Un prodige qui a signé sa première composition à 8 ans et à 16 ans fut le plus jeune à entrer à la Sacem.
Le poids des années n'a décidément pas d'emprise sur Bruno Lorenzoni. Celui qui fut le premier people axonais, ancien Saint-Quentinois devenu roi du piano à bretelles, vient de sortir chez Warner un nouvel album consacré à la musique classique. Un pari osé transformé de façon magistrale.
Né à Paris en 1935, Bruno Lorenzoni s'installe à Saint-Quentin quelques années plus tard où ses parents achètent un café-hôtel rue de Paris. « C'était mieux que Padam. Mon père m'avait acheté un biniou en carton » se souvient l'artiste. Sans avoir appris la musique, le gamin qui ne sait pas encore ni lire ni écrire, interprète d'instinct les succès du moment qu'il entend à la radio.
Mais c'est au conservatoire de la capitale de Haute-Picardie qu'il apprend le solfège et… le violon. L'accordéoniste en herbe se révèle un véritable petit prodige. « Mon père m'a présenté à M. Boursier qui était alors directeur du conservatoire de Saint-Quentin, il a été époustouflé et m'a qualifié de phénoménal ».
Saint-Quentin : un miracle
A seulement 4 ans il remporte son premier concours. Et malgré son jeune âge, en quelques années il est la vedette que tous les guincheurs de la capitale de Haute-Picardie retrouvent chaque dimanche après-midi. Dans le café de ses parents, accompagné à la batterie par sa sœur Nina, Bruno fait tourner les têtes et les cœurs. Les anciens sont légion à évoquer ces souvenirs. « Saint-Quentin c'est des souvenirs formidables, c'est le début d'un miracle » confesse le virtuose.
Et les souvenirs ne manquent pas. A l'âge de 6 ans, alors que la ville était occupée, il a été contraint de jouer devant des officiers allemands rassemblés à la brasserie de l'Univers, place de l'Hôtel-de-ville.
L'Olympia avec Bécaud, Montand…
Adolescent, il rejoint Paris. L'accordéonneux est vite remarqué, le succès est immédiat. Il accompagnera Mistinguette lors de sa première « Ça ! C'est Paris ! », mais également Joséphine Baker, Piaf, Fernandel, Bourvil, les Compagnons de la chanson, et aussi Yves Montand, Gilbert Bécaud… sur la scène de l'Olympia… Il parcourt le monde pour faire danser de Londres à New-York en passant par Moscou.

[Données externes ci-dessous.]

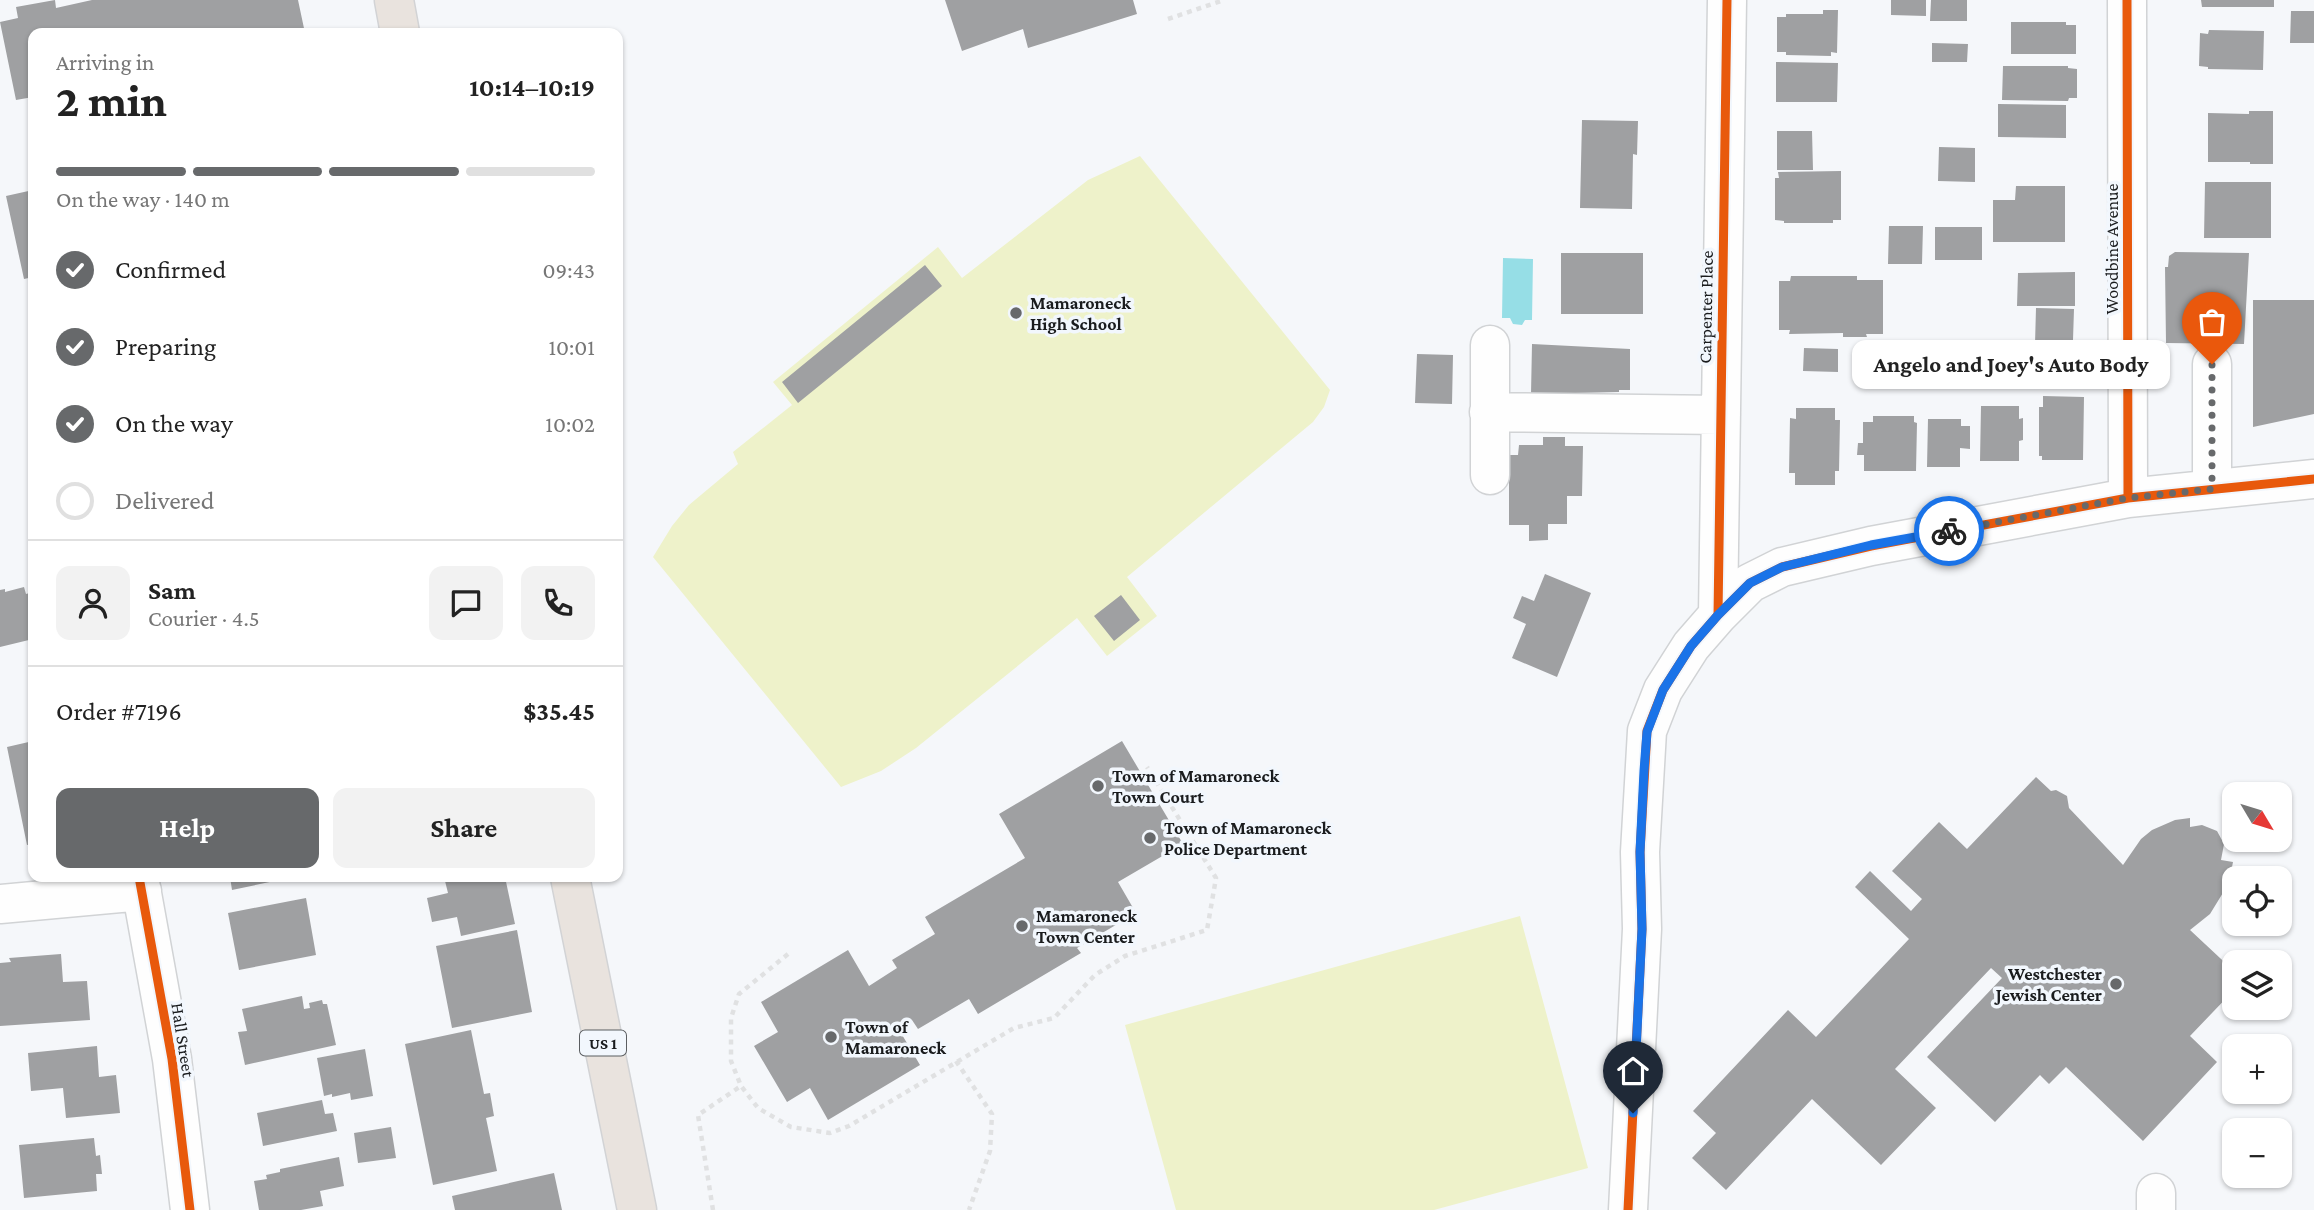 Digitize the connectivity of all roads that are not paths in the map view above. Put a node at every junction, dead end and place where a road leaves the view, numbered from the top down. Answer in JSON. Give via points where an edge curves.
{"nodes":[{"id":1,"x":394,"y":0,"type":"edge"},
{"id":2,"x":1727,"y":0,"type":"edge"},
{"id":3,"x":2127,"y":0,"type":"edge"},
{"id":4,"x":399,"y":28,"type":"edge"},
{"id":5,"x":1490,"y":345,"type":"dead end"},
{"id":6,"x":2212,"y":364,"type":"dead end"},
{"id":7,"x":1489,"y":412,"type":"junction"},
{"id":8,"x":1721,"y":415,"type":"junction"},
{"id":9,"x":1490,"y":475,"type":"dead end"},
{"id":10,"x":2314,"y":479,"type":"edge"},
{"id":11,"x":2212,"y":489,"type":"junction"},
{"id":12,"x":2128,"y":498,"type":"junction"},
{"id":13,"x":1718,"y":615,"type":"junction"},
{"id":14,"x":571,"y":882,"type":"edge"},
{"id":15,"x":140,"y":884,"type":"edge"},
{"id":16,"x":0,"y":904,"type":"edge"},
{"id":17,"x":190,"y":1210,"type":"edge"},
{"id":18,"x":637,"y":1210,"type":"edge"},
{"id":19,"x":1628,"y":1210,"type":"edge"}],
"edges":[{"from":1,"to":4,"type":"main road"},
{"from":2,"to":8,"type":"street","name":"Carpenter Place"},
{"from":3,"to":12,"type":"street","name":"Woodbine Avenue"},
{"from":5,"to":7,"type":"street"},
{"from":6,"to":11,"type":"street"},
{"from":7,"to":8,"type":"street"},
{"from":7,"to":9,"type":"street"},
{"from":8,"to":13,"type":"street","name":"Carpenter Place"},
{"from":10,"to":11,"type":"street"},
{"from":11,"to":12,"type":"street"},
{"from":12,"to":13,"type":"street","via":[[1871,545],[1782,567],[1750,583]]},
{"from":13,"to":19,"type":"street","via":[[1663,690],[1647,732]]},
{"from":14,"to":18,"type":"main road","number":"US 1"},
{"from":15,"to":16,"type":"street"},
{"from":15,"to":17,"type":"street","name":"Hall Street","via":[[172,1059]]}]}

Il y a peu publiait un livre « La musique, l'accordéon et moi » dans lequel une large place est accordée à Saint-Quentin, plus que septuagénaire surnommé le « Mozart de l'accordéon », compositeur de plus d'un millier de titres, revient avec un nouvel album « L'accordéon, autrement ». Un CD consacré à Bach, Haendel, Katchaturian, Tchaikowski, Dvorjac, Satie, Gershwin… « Avec le temps on attrape une sagesse naturelle et bénéfique. ».

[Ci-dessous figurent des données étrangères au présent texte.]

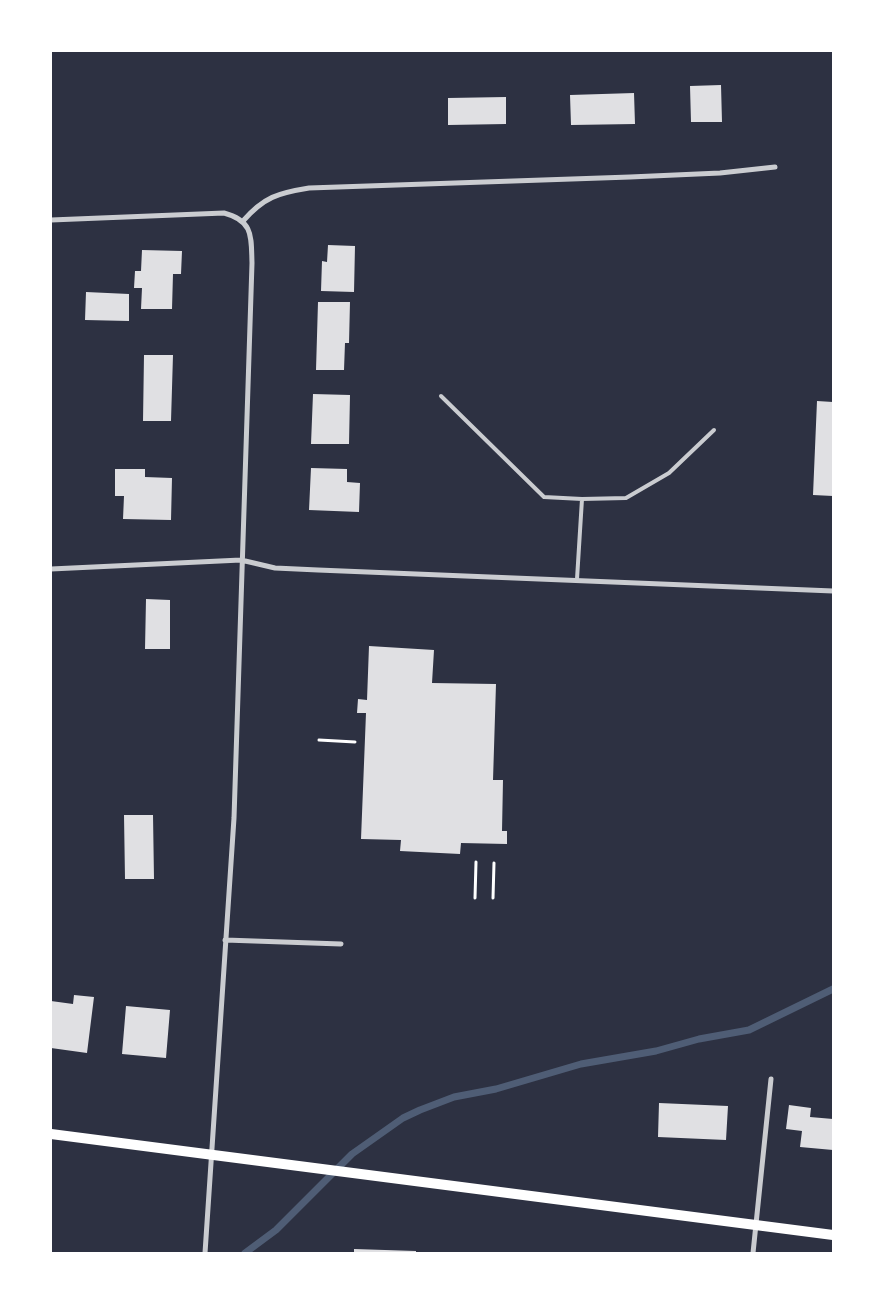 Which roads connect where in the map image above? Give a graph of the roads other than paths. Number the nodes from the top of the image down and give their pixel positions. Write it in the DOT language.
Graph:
graph roads {
  1 [pos="775,166"];
  2 [pos="51,220"];
  3 [pos="243,221"];
  4 [pos="441,396"];
  5 [pos="714,430"];
  6 [pos="582,499"];
  7 [pos="241,560"];
  8 [pos="51,569"];
  9 [pos="577,579"];
  10 [pos="833,590"];
  11 [pos="225,940"];
  12 [pos="341,944"];
  13 [pos="771,1080"];
  14 [pos="51,1134"];
  15 [pos="212,1155"];
  16 [pos="755,1225"];
  17 [pos="833,1235"];
  18 [pos="204,1253"];
  19 [pos="753,1253"];
  1 -- 3 [label="street"];
  2 -- 3 [label="street"];
  3 -- 7 [label="street"];
  4 -- 6 [label="lane"];
  5 -- 6 [label="lane"];
  6 -- 9 [label="lane"];
  7 -- 8 [label="street"];
  7 -- 9 [label="street"];
  7 -- 11 [label="street"];
  9 -- 10 [label="street"];
  11 -- 12 [label="street"];
  11 -- 15 [label="street"];
  13 -- 16 [label="street"];
  14 -- 15 [label="main road"];
  15 -- 16 [label="main road"];
  15 -- 18 [label="street"];
  16 -- 17 [label="main road"];
  16 -- 19 [label="street"];
}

Ses interprétations « La Danse du sabre », « Lac des Cygnes », ou « Symphonie N° 40 » laissent pantois. Les clichés sur l'accordéon instrument populaire réservé au musette sont réduits en cendres par ce surdoué. La dextérité et la sensibilité harmonique de l'artiste font merveille. « Môme, j'interprétais déjà des œuvres classiques. C'est un répertoire qui touche le cœur, c'est beau et devant le beau tu te trouves tout petit » confie le musicien.
Bref c'est cinquante-cinq minutes de bonheur, pour 17 titres à consommer sans modération.
Eloigné à Vallauris, le village qui accueilli Picasso, Cocteau…, Bruno Lorenzoni n'en oublie pas pour autant Saint-Quentin. « A chaque fois que j'ai l'occasion, je viens dormir à Saint-Quentin face à la basilique, et la nuit quand je ne dors pas je la contemple ».
L'artiste sillonne toujours et encore la France du Nord au Sud et d'Est en Ouest pour la faire danser. Aujourd'hui il aimerait faire mentir l'adage nul n'est prophète en son pays, et donner un grand bal à Saint-Quentin. Croisons les doigts.